Long-term adverse event risks of oral JAK inhibitors versus immunomodulators: a literature review.

The long-term adverse event risks associated with oral Janus kinase (JAK) inhibitors compared to broader immunomodulators are poorly understood, with limited comparative studies available. This study aims to assess the long-term adverse event risks of oral JAK inhibitors compared to broader immunomodulators in dermatology. A PubMed search included terms such as specific drug names and "adverse events," "long-term safety," "malignancy," "cardiovascular events," and/or "infections." Included were studies with over one year of medication exposure reporting adverse events.
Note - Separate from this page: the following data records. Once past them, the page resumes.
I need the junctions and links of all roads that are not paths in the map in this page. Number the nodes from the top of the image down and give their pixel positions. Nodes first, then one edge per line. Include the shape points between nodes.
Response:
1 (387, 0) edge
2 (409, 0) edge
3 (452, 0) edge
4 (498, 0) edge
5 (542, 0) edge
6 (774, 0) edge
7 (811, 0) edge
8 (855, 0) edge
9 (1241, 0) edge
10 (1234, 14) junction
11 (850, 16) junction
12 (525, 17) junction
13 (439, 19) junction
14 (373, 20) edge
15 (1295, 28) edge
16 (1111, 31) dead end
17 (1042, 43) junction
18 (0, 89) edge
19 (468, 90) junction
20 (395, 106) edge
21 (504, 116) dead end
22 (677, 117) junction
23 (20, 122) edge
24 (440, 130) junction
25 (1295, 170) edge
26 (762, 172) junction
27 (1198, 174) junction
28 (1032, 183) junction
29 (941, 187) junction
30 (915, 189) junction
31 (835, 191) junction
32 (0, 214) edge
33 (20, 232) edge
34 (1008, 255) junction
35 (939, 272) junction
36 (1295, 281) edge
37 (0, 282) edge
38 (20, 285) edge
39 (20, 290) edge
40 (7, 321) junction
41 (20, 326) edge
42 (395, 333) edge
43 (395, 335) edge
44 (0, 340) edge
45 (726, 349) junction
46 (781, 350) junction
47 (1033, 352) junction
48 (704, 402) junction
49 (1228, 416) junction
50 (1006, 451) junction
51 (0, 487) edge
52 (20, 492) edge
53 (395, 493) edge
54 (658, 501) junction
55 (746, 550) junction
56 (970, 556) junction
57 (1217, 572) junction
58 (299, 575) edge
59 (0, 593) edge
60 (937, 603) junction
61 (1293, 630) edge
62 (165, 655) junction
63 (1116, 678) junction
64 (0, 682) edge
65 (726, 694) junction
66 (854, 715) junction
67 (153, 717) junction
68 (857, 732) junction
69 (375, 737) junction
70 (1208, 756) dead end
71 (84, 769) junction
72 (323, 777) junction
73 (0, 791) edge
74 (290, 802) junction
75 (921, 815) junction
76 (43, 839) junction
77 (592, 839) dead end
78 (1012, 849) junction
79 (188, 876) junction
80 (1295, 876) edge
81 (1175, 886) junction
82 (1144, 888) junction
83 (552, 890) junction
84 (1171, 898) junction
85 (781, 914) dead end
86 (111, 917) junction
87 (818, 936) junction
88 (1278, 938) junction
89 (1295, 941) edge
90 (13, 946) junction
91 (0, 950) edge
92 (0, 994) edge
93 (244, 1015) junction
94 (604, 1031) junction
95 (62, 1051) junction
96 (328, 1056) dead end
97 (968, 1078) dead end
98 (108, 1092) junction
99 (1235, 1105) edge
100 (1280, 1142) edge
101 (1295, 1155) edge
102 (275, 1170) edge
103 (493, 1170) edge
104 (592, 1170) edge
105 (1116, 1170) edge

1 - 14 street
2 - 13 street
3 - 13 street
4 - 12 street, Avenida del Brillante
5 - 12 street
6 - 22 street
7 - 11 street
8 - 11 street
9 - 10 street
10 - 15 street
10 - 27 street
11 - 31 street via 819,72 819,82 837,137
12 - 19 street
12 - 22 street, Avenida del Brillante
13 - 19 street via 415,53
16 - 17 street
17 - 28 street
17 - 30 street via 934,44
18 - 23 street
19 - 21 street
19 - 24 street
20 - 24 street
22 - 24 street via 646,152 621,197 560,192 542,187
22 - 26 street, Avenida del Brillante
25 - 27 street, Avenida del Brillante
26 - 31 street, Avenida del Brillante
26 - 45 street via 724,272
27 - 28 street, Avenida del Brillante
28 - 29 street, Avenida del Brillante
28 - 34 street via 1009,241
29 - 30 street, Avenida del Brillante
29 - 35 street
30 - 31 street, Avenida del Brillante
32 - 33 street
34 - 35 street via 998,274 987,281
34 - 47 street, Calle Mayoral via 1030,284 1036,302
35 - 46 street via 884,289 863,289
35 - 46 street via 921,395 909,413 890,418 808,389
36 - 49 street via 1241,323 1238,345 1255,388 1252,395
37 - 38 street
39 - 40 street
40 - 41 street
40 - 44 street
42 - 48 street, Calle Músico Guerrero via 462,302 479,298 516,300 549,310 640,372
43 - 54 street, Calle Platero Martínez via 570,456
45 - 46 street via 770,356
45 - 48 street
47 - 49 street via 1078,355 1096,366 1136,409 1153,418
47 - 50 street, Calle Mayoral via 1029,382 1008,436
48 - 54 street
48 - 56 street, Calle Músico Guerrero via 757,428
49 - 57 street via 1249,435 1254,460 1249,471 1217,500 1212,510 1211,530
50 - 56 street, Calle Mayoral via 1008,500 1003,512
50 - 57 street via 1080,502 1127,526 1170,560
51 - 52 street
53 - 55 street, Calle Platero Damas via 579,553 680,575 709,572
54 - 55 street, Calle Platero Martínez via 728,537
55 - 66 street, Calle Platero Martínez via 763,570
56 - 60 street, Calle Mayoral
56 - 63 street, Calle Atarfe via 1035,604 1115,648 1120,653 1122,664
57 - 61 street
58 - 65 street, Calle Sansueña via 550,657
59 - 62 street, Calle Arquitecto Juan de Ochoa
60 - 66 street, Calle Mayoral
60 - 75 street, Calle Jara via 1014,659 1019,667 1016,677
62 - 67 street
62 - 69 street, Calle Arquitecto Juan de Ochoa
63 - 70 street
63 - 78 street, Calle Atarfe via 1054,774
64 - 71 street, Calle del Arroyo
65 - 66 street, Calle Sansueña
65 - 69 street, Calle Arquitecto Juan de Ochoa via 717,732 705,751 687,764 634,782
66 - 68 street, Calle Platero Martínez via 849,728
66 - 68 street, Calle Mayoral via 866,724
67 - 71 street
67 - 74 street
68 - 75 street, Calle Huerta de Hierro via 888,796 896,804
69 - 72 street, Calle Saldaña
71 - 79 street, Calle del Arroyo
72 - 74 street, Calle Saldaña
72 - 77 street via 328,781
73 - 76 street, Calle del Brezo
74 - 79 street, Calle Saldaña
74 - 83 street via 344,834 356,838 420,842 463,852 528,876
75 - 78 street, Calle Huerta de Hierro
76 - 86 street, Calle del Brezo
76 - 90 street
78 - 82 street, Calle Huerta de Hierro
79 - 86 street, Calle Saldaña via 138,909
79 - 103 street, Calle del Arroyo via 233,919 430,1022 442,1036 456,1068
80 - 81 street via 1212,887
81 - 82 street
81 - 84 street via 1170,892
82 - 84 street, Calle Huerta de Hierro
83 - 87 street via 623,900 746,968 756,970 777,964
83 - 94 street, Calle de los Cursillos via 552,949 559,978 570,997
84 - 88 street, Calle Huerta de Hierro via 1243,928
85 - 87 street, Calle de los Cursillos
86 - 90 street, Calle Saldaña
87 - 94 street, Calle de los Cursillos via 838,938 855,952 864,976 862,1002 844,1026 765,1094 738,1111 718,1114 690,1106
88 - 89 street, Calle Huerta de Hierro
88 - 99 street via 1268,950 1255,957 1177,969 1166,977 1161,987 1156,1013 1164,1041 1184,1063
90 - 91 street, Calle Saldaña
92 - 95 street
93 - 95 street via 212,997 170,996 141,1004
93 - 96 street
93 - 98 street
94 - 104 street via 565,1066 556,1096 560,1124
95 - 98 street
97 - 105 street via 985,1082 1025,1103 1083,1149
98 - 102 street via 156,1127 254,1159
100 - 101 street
A total of 25 studies were included, comprising 19 clinical trials and 6 cohort studies, representing greater than 100,000 patient years of data. We found comparable long-term incidence rates of malignancy (excluding non-melanoma skin cancer (NMSC)), venous thromboembolism (VTE), and serious infections between oral JAK inhibitors and broader immunomodulators. Oral JAK inhibitors demonstrated lower incidence rates of NMSC and major adverse cardiovascular events (MACE), but higher rates of herpes zoster virus (HZV) infections compared to non-JAK medications. Study limitations include variations in underlying diseases, age, and comorbidities between studies introducing patient population heterogeneity. Overall, oral JAK inhibitors may be viable long-term treatment options given their comparable safety profile to broader immunomodulators currently used in dermatology. However, monitoring for HZV infections may be warranted. These findings aid clinicians in making informed treatment decisions and prioritizing patient safety.